----- Data for this task -----
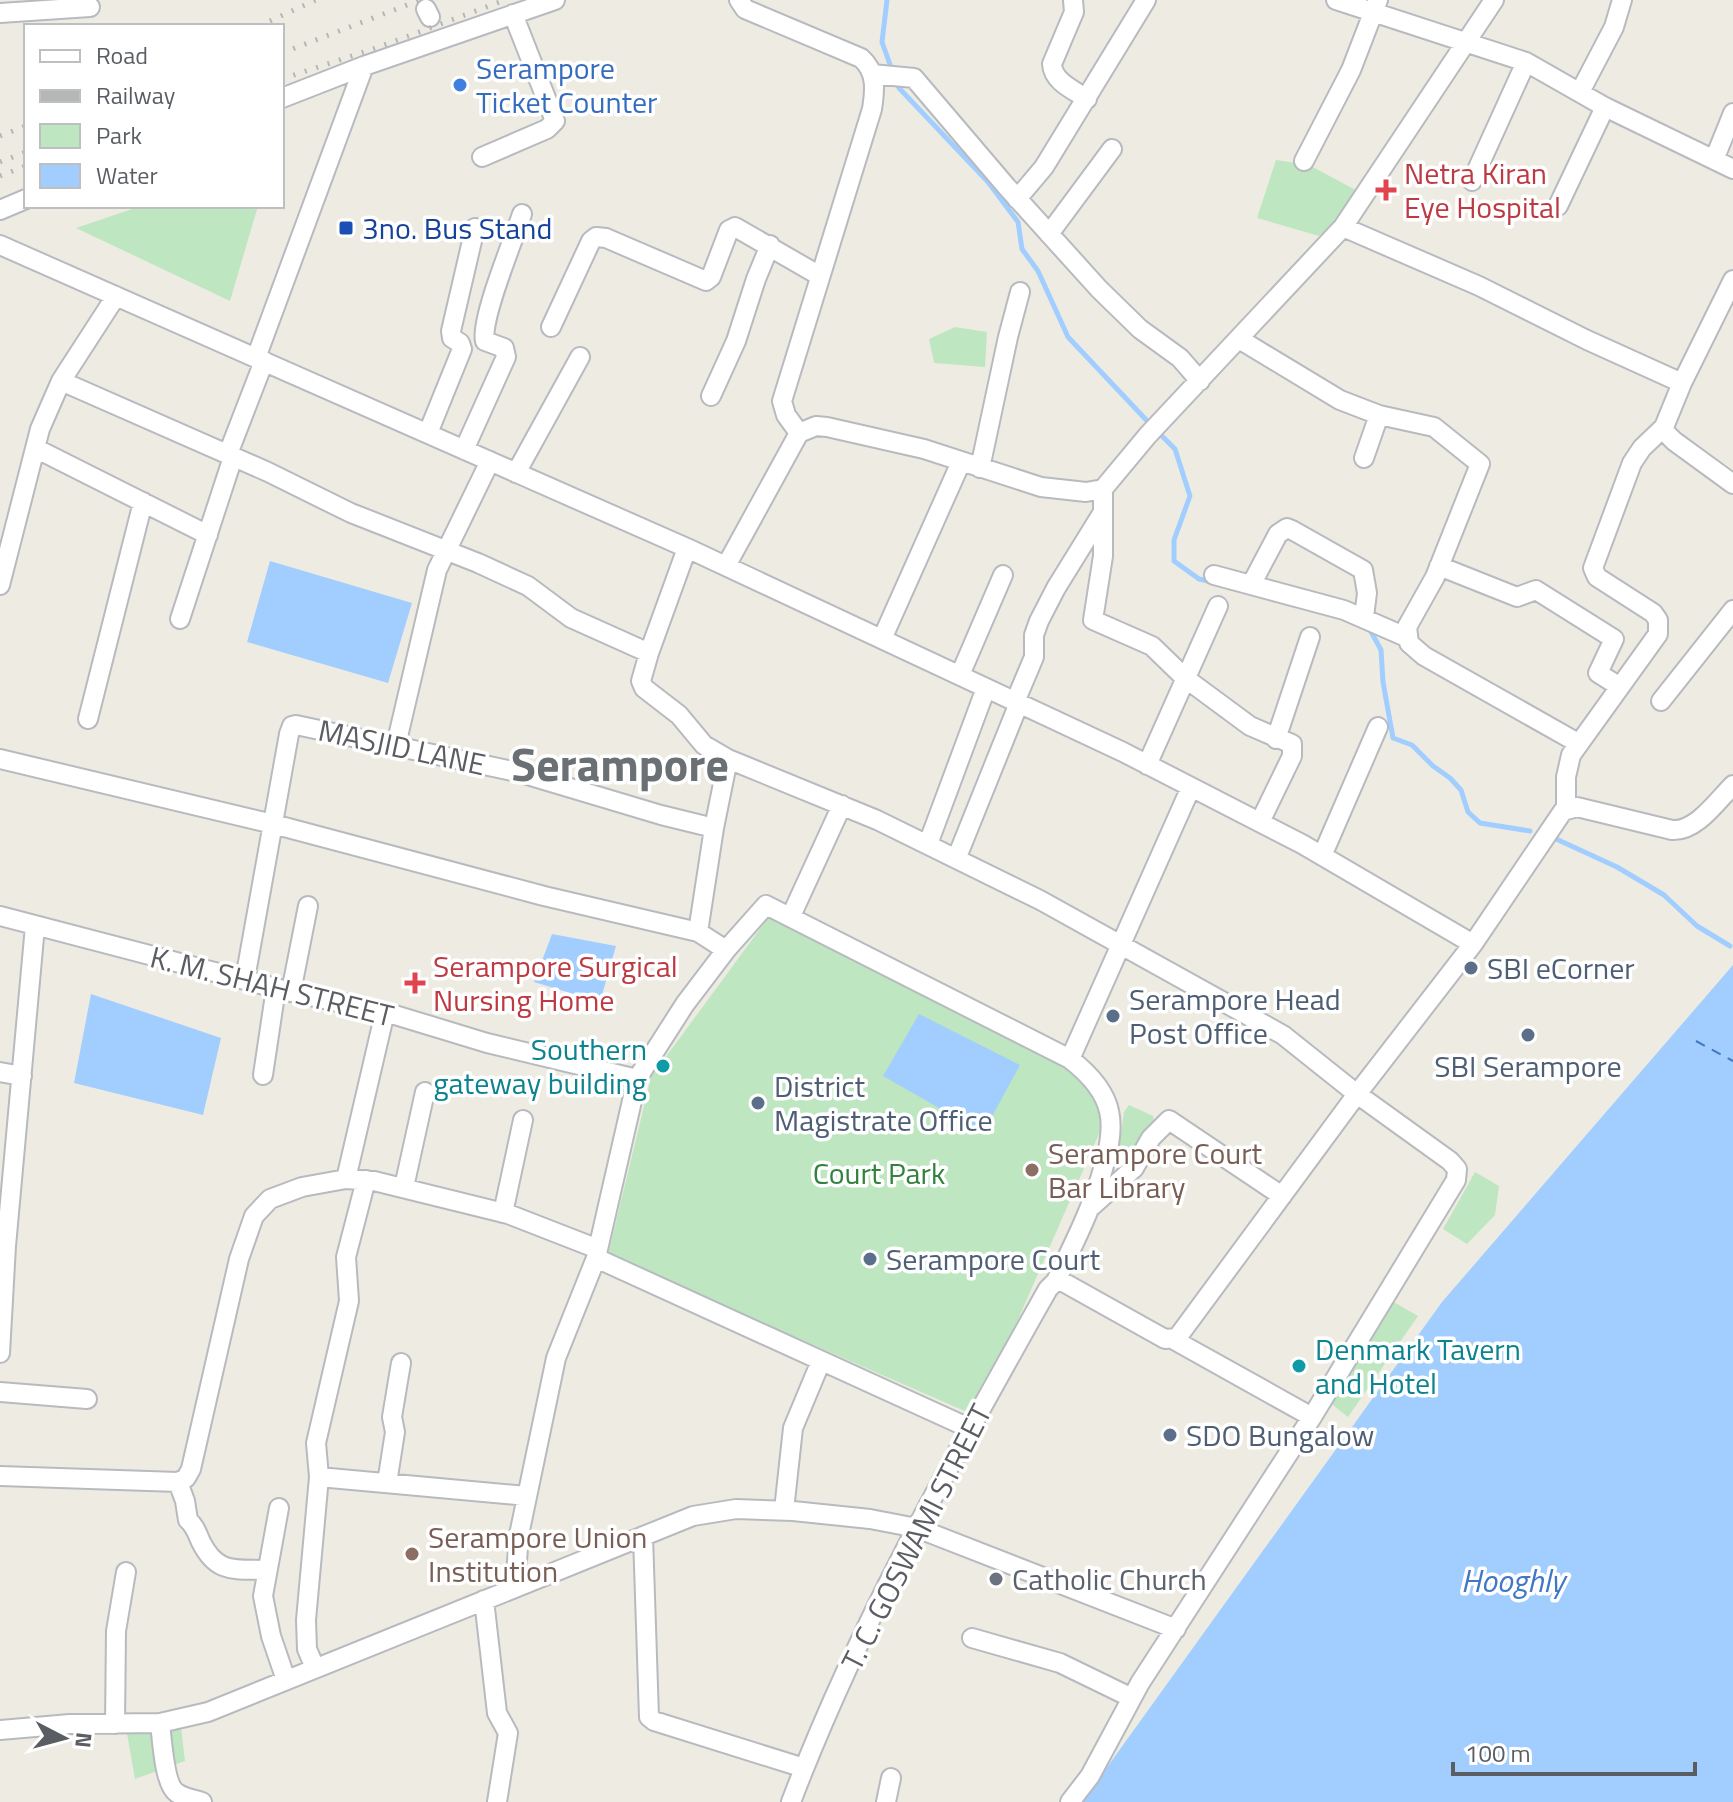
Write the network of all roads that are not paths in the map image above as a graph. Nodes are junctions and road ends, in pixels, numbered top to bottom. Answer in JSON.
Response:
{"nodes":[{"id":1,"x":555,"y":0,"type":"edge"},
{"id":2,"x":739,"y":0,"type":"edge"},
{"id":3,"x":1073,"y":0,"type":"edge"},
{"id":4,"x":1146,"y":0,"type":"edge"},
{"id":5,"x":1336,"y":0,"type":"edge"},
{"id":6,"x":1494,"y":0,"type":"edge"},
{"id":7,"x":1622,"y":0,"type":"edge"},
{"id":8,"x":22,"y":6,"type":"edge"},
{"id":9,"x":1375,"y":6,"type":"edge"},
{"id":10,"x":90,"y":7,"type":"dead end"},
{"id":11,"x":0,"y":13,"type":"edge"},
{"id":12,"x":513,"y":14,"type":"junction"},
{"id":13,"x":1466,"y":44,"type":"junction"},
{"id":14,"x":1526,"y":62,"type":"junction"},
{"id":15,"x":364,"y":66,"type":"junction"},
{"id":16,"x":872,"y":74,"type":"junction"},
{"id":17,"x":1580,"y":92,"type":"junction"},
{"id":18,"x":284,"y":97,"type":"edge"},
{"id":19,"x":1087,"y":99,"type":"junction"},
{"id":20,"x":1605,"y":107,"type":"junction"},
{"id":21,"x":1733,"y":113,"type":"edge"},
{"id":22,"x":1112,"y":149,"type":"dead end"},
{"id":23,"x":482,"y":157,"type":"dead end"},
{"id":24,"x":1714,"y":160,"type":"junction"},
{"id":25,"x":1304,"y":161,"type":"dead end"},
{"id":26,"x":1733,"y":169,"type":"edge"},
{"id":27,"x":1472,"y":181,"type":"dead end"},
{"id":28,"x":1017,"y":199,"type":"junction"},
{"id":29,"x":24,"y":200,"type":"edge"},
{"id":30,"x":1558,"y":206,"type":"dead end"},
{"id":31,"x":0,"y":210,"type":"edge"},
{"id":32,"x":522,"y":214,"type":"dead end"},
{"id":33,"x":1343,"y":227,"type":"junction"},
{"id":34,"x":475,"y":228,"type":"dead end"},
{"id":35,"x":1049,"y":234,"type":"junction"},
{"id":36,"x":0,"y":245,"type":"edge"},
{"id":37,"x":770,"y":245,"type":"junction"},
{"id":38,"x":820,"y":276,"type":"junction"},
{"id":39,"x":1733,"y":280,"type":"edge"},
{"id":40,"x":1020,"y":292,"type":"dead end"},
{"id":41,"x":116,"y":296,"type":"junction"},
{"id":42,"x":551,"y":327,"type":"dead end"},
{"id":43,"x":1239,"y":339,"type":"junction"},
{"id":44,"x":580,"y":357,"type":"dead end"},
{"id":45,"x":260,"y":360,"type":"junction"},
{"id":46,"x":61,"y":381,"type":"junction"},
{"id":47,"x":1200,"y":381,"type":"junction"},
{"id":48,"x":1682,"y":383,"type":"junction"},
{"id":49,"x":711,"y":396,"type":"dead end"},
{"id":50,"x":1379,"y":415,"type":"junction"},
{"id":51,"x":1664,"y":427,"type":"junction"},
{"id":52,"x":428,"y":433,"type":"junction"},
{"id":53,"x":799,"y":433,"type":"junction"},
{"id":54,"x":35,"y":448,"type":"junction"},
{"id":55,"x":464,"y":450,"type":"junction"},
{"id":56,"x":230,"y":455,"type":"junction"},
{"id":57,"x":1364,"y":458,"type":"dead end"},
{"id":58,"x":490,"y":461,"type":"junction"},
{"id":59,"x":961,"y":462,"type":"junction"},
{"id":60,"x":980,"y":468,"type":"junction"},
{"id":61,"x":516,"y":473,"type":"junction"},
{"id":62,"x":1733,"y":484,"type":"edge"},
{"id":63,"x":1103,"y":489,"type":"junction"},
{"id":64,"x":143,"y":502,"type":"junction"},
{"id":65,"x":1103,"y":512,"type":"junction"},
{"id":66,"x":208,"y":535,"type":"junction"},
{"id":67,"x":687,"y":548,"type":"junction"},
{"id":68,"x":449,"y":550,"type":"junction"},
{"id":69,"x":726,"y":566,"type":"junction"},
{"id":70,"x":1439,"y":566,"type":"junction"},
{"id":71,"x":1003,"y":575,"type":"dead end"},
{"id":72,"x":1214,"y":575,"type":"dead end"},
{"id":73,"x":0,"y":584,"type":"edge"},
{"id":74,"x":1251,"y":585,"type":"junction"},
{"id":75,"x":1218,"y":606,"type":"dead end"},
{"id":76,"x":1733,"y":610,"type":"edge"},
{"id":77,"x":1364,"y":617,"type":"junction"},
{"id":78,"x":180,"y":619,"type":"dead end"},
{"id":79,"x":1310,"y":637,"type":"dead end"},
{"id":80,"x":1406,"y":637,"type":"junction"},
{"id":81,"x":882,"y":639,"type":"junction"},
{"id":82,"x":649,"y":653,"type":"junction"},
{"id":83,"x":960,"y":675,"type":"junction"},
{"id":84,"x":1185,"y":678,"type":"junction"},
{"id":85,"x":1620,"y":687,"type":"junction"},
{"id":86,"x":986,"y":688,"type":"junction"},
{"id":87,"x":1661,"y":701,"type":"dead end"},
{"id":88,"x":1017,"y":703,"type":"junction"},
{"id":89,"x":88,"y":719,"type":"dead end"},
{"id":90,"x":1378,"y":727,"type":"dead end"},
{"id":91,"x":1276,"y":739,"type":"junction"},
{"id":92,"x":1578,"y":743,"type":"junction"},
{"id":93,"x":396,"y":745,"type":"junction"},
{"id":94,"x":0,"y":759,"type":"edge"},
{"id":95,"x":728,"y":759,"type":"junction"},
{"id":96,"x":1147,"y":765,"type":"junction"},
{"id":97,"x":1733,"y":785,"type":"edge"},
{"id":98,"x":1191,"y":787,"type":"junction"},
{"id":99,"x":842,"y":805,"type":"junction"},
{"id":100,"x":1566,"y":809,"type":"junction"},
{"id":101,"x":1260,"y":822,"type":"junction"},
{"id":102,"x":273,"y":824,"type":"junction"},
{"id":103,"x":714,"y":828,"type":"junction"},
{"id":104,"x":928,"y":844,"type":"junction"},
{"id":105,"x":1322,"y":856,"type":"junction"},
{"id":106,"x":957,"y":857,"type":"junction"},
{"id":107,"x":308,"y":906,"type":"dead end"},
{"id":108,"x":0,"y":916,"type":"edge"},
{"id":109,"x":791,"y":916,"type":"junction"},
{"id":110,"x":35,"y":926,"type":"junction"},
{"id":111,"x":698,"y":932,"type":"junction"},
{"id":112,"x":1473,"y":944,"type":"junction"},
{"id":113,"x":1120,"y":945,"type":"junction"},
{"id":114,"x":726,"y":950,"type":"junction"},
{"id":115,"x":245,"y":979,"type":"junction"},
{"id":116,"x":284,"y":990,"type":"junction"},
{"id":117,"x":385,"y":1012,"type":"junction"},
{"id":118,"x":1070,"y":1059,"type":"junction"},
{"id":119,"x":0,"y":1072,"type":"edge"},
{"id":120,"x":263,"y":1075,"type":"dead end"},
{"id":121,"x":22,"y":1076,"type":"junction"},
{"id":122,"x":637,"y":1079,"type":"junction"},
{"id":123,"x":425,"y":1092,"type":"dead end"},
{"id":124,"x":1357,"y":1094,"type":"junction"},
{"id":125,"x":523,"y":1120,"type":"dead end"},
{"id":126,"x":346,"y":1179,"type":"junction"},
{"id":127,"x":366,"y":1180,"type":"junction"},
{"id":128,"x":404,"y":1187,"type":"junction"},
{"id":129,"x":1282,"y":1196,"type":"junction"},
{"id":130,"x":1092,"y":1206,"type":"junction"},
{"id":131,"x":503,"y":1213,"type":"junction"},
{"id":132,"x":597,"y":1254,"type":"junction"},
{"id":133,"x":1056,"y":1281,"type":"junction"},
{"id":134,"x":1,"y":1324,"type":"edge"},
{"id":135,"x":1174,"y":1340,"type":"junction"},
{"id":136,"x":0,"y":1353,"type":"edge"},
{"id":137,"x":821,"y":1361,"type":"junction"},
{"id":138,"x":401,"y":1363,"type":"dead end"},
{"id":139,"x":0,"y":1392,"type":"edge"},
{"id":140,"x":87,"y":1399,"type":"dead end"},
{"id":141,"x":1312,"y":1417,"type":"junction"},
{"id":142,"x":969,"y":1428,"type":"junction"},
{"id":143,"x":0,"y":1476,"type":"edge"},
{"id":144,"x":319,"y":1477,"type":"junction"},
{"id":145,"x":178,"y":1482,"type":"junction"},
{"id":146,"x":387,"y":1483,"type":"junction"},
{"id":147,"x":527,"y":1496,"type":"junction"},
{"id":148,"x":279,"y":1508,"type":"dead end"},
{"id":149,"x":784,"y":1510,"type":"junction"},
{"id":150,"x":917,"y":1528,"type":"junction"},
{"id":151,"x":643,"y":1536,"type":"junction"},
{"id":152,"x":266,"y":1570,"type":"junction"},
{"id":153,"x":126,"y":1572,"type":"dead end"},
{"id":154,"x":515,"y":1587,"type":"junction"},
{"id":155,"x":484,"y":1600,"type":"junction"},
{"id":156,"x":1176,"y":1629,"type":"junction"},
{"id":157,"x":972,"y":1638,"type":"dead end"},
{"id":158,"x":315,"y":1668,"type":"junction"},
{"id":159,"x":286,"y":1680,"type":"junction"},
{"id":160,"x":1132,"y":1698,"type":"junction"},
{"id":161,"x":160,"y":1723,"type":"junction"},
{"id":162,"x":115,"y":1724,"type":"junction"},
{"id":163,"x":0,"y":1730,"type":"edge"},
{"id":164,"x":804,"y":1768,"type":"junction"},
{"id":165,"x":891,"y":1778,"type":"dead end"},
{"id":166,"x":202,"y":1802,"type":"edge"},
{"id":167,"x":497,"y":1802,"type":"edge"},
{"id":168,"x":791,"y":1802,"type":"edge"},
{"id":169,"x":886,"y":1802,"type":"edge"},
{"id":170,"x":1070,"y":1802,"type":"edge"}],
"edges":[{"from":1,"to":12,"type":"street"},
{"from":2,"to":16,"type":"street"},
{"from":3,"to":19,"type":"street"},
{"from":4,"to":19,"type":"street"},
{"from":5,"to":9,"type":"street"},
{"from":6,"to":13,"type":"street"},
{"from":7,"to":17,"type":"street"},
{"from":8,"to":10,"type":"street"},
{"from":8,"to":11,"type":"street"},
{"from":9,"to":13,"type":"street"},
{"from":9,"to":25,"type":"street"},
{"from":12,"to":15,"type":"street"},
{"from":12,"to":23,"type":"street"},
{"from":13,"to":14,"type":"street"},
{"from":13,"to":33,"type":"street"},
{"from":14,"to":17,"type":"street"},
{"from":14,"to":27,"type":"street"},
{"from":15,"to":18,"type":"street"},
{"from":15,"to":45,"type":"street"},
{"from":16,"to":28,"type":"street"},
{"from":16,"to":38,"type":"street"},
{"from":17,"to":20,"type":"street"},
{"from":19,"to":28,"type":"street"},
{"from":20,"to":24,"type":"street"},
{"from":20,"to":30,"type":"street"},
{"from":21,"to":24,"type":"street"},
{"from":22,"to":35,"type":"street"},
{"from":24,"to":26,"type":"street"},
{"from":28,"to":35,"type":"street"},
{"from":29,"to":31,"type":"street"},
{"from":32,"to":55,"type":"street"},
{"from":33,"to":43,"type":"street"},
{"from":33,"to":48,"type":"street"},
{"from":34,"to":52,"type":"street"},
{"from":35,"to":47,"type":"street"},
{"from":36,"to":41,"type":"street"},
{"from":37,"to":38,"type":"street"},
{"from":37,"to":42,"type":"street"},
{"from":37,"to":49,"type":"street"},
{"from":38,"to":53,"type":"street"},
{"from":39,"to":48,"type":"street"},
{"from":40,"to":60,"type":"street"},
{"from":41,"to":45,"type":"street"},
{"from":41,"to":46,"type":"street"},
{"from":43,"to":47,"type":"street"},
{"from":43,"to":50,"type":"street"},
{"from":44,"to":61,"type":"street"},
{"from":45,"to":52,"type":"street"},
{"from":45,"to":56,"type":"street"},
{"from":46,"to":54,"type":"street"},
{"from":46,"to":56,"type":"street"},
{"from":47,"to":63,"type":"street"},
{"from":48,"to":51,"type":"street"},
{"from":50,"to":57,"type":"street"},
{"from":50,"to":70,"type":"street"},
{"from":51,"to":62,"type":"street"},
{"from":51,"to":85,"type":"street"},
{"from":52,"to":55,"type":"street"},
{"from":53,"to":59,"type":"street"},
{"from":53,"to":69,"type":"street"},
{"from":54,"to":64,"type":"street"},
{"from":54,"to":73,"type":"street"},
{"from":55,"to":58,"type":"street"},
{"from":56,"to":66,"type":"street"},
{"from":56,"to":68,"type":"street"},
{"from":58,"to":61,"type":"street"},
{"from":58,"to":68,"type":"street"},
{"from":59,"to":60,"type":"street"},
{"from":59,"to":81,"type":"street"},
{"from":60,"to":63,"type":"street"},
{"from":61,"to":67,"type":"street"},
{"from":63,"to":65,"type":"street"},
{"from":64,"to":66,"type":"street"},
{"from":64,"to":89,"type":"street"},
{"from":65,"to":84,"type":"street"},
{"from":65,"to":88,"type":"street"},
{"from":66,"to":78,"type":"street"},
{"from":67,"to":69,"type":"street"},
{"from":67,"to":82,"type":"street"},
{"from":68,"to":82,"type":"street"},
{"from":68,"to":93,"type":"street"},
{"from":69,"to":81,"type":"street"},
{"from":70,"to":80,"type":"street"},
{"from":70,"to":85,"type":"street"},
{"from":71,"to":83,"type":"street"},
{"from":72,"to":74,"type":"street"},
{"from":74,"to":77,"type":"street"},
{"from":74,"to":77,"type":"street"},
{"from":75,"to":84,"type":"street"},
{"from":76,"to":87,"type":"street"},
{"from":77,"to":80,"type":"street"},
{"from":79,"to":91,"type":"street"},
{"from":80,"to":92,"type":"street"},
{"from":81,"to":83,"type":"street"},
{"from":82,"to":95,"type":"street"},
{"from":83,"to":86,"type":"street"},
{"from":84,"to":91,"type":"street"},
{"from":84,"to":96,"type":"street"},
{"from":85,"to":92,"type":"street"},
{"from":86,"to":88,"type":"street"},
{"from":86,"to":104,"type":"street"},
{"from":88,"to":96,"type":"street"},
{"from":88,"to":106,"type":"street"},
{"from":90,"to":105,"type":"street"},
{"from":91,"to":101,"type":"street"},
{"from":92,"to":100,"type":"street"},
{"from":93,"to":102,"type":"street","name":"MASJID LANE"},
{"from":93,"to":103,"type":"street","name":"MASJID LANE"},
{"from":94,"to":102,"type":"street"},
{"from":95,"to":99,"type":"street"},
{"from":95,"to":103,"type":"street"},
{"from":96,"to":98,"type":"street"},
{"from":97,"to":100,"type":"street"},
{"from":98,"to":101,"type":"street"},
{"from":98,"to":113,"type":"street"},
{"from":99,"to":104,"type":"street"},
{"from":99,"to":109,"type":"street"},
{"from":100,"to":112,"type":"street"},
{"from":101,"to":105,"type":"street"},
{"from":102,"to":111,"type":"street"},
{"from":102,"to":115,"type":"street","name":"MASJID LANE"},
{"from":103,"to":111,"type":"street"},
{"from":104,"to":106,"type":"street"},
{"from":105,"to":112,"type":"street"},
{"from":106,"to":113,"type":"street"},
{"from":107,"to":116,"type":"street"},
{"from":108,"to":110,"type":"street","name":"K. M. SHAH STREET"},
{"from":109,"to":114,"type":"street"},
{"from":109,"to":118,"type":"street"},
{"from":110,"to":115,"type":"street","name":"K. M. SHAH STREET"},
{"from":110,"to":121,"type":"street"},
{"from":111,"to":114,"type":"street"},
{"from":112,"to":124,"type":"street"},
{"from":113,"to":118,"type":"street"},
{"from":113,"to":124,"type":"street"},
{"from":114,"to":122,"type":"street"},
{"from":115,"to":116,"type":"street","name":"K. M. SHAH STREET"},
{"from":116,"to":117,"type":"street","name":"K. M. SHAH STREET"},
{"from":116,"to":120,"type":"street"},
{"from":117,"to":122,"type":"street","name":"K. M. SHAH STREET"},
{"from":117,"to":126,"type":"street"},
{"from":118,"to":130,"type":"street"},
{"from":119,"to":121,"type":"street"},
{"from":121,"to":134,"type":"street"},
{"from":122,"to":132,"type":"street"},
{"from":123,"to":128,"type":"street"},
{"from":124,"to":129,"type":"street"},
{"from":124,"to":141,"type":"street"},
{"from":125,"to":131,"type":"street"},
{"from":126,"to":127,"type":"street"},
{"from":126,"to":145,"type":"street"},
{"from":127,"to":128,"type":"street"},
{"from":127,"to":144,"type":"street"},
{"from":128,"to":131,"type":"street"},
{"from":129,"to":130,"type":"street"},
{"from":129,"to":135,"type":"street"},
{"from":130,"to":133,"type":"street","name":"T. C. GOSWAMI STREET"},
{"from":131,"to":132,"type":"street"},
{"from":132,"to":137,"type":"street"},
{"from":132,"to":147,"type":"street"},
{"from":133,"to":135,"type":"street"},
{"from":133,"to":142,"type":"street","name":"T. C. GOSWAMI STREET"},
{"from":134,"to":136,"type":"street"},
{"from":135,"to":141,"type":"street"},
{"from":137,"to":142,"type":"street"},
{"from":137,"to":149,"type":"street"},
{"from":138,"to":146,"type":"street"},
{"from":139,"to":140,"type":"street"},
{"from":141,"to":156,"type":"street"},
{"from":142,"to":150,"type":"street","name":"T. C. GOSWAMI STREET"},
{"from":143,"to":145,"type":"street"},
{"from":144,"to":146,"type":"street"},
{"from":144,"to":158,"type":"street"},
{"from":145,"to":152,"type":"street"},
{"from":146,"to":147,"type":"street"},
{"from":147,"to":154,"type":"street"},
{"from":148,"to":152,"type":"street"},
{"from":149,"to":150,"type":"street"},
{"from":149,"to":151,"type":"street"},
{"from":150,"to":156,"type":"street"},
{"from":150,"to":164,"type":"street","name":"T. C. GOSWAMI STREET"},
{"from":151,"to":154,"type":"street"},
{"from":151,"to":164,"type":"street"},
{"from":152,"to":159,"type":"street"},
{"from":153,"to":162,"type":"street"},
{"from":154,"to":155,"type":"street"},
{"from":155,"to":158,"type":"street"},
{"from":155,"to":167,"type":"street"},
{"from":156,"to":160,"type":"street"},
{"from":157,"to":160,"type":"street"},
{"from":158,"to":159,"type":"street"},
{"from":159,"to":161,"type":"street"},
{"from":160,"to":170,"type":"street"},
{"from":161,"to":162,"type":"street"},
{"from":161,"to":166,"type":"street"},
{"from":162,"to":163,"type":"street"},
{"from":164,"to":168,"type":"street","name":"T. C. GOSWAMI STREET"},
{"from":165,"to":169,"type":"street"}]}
-----
# Assignment:
Scan the records above for lines with the word "GOSWAMI", then say how many there are, giving the number alone.

# Output of the exercise:
5